• [ACTION ITEM]: Each entry below should be restated word for word, without any picture it contains.

☆ ☆ ☆

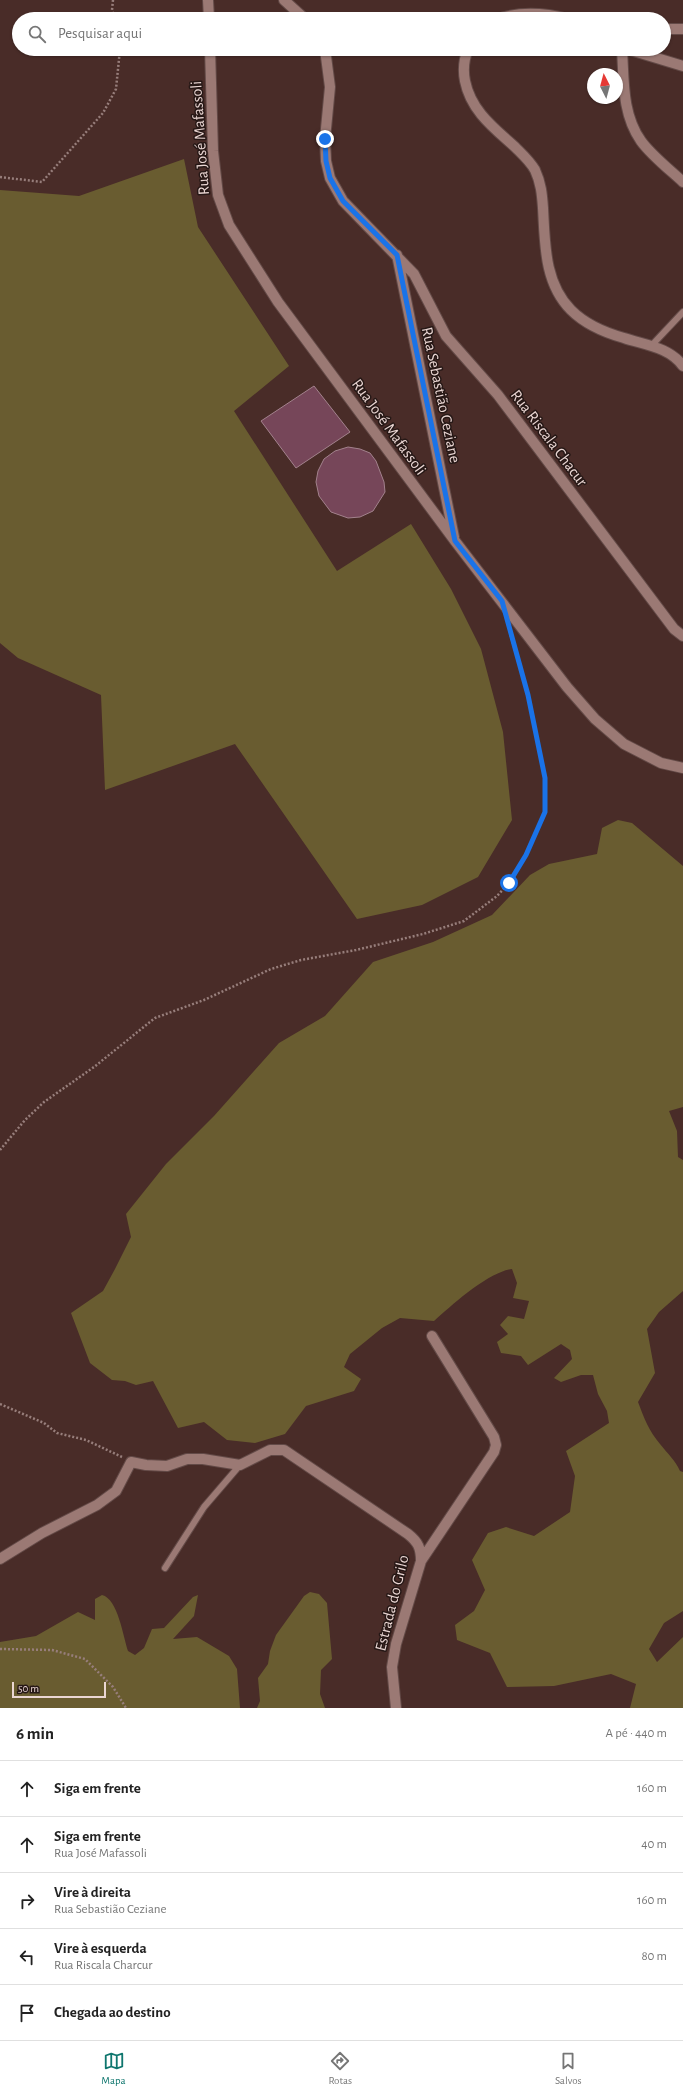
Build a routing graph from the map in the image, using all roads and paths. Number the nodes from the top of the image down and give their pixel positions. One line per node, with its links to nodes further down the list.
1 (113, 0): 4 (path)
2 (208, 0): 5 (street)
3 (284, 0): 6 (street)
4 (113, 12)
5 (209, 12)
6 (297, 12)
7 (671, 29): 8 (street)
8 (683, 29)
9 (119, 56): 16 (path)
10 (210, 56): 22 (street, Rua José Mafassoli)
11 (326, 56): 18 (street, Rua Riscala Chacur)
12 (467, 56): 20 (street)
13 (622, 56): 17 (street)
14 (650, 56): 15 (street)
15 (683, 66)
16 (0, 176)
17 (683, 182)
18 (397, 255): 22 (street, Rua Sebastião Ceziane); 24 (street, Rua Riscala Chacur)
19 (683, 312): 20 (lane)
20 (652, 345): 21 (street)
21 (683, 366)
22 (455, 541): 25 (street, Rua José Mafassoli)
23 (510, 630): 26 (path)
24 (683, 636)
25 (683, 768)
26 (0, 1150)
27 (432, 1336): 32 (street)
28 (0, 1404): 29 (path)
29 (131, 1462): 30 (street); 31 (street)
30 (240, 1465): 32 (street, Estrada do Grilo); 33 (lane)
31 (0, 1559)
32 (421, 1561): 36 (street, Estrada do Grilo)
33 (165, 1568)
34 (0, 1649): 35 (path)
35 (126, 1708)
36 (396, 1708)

☆ ☆ ☆

• [RESULT OF THE EXERCISE]:
Build a routing graph from the map in the image, using all roads and paths. Number the nodes from the top of the image down and give their pixel positions. One line per node, with its links to nodes further down the list.
1 (113, 0): 4 (path)
2 (208, 0): 5 (street)
3 (284, 0): 6 (street)
4 (113, 12)
5 (209, 12)
6 (297, 12)
7 (671, 29): 8 (street)
8 (683, 29)
9 (119, 56): 16 (path)
10 (210, 56): 22 (street, Rua José Mafassoli)
11 (326, 56): 18 (street, Rua Riscala Chacur)
12 (467, 56): 20 (street)
13 (622, 56): 17 (street)
14 (650, 56): 15 (street)
15 (683, 66)
16 (0, 176)
17 (683, 182)
18 (397, 255): 22 (street, Rua Sebastião Ceziane); 24 (street, Rua Riscala Chacur)
19 (683, 312): 20 (lane)
20 (652, 345): 21 (street)
21 (683, 366)
22 (455, 541): 25 (street, Rua José Mafassoli)
23 (510, 630): 26 (path)
24 (683, 636)
25 (683, 768)
26 (0, 1150)
27 (432, 1336): 32 (street)
28 (0, 1404): 29 (path)
29 (131, 1462): 30 (street); 31 (street)
30 (240, 1465): 32 (street, Estrada do Grilo); 33 (lane)
31 (0, 1559)
32 (421, 1561): 36 (street, Estrada do Grilo)
33 (165, 1568)
34 (0, 1649): 35 (path)
35 (126, 1708)
36 (396, 1708)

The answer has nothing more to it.